Essa é a opinião da cientista política e pesquisadora do Centro de
Pesquisa e Documentação Histórica da Fundação Getúlio Vargas
Maria Celina D'Araújo, autora de
vários estudos e livros sobre a
atuação dos militares na ditadura
e nos períodos de democracia.
Para ela, o Exército assumiu um
risco ao dar essa demonstração de
força porque se lançou numa empreitada que, até o momento, não
tem definição clara de quanto
tempo vai durar.
A cientista política diz que, após
a Constituição de 1988, as Forças
Armadas se adequaram a seu novo papel na sociedade, em que ficam subordinadas ao poder civil
democrático. Curiosamente uma
parte da sociedade e até dos governos pressionam hoje em dia os
militares a "abusar de seu poder"
e assumir uma função que, dentro
do texto constitucional, cabe
atualmente à polícia. Veja trechos
de sua entrevista à Folha:
Folha - Que conseqüências pode
ter essa ocupação do Exército em
favelas cariocas?
Maria Celina D'Araújo - Pelo que
sei, os militares estão nos morros
em função de um mandado judicial de busca e apreensão. É uma
demonstração de força aos ladrões. Não sei por quanto tempo
eles poderão ficar nas ruas e qual a
abrangência desse mandado, mas
fazer isso é uma responsabilidade
muito grande. Todas as vezes em
que eles saíram, acabaram respondendo por abusos de poder. É
um risco alto.
Folha - Parte da sociedade carioca pressiona o Exército a ficar mais
tempo no combate ao tráfico. A senhora concorda com essa pressão?

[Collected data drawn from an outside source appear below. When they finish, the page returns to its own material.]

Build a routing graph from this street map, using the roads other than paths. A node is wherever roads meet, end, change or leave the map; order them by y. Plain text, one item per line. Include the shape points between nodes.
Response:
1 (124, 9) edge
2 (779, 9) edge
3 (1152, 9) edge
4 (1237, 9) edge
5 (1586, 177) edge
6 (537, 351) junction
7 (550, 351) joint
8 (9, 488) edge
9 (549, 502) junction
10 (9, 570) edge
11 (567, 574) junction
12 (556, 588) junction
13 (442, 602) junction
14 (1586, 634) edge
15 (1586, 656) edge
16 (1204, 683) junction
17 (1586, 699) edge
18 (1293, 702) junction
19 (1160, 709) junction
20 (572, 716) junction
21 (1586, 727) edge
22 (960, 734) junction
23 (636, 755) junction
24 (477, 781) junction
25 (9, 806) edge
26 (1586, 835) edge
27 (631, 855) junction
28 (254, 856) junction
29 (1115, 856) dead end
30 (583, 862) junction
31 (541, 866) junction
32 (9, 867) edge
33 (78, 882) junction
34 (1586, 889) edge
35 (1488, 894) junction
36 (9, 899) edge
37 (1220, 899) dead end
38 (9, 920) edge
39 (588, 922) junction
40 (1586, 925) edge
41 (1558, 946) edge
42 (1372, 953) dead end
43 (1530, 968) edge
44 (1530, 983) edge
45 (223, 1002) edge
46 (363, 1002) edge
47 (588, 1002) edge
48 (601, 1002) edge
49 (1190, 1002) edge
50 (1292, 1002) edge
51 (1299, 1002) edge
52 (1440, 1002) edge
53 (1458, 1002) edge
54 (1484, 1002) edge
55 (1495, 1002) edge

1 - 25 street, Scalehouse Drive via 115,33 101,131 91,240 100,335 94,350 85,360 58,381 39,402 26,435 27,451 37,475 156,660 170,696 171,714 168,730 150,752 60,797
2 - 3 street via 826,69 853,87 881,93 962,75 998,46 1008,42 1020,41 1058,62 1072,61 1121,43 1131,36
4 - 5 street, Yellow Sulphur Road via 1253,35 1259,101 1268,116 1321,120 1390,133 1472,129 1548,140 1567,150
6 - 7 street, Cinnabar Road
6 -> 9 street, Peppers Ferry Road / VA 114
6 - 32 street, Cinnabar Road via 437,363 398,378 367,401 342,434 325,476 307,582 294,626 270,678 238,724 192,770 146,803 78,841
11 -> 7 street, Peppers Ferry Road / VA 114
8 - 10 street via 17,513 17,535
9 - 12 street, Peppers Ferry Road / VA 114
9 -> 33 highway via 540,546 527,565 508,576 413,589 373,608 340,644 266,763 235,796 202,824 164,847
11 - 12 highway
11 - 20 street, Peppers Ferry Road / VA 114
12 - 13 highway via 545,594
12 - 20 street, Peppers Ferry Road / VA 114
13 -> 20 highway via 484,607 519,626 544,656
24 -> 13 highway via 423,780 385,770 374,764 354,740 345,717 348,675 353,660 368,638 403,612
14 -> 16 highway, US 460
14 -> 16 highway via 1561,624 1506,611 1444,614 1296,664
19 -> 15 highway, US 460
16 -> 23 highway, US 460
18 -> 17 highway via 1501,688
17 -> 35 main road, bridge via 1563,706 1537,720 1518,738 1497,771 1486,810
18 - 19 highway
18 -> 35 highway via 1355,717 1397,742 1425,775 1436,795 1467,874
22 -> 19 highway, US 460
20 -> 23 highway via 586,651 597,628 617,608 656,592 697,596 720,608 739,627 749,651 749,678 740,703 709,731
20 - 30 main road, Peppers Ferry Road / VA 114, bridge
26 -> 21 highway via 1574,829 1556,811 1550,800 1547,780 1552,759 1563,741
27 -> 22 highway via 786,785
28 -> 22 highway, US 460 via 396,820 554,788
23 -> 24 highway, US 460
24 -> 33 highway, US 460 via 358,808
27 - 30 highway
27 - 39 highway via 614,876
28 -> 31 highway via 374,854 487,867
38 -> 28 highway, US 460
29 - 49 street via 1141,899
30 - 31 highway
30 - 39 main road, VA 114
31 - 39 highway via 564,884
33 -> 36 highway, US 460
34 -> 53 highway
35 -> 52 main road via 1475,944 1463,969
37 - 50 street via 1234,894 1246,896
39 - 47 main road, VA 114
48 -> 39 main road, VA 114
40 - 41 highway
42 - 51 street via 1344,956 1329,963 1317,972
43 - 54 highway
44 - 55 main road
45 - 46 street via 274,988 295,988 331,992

D'Araújo - A questão da violência não se resolve com armamento ostensivo, mas com políticas de
prevenção e de cumprimento da
lei. A gente precisa ficar muito
atento porque cada instituição
tem seu papel numa sociedade
democrática. Um jornalista não
pode fazer uma sentença, porque
isso cabe a um juiz. Da mesma
forma, as Forças Armadas também têm sua função, e a gente
precisa respeitar a lei.
Folha - Os militares estão querendo abusar de seu poder?
D'Araújo - Não acho que eles
queiram abusar desse poder. Eu
acho que é a sociedade que tenta
obrigá-los a fazer isso, além de
uma parcela dos políticos e dos
governos. Mas isso [exercer o papel que cabe à polícia] não é missão militar.
A subordinação dos militares ao
poder civil faz parte de um processo de democratização do Brasil. Esse avanço, no entanto, aconteceu num momento delicado,
em que houve a expansão do crime organizado em todo o mundo.
Se, por um lado, a sociedade
quer manter as Forças Armadas
como um braço do Estado democrático, por outro, querem também mais segurança por causa da
ação desafiadora do tráfico de
drogas. Essa demanda por segurança tem levado várias pessoas a
acharem que a saída está na força
dos militares. Há ainda uma pressão forte dos Estados Unidos para
que os exércitos latino-americanos atuem no combate direto ao
narcotráfico. No entanto, a elite
militar não deseja esse papel de
atuar como polícia.
Folha - Por que eles resistem a assumir essa função?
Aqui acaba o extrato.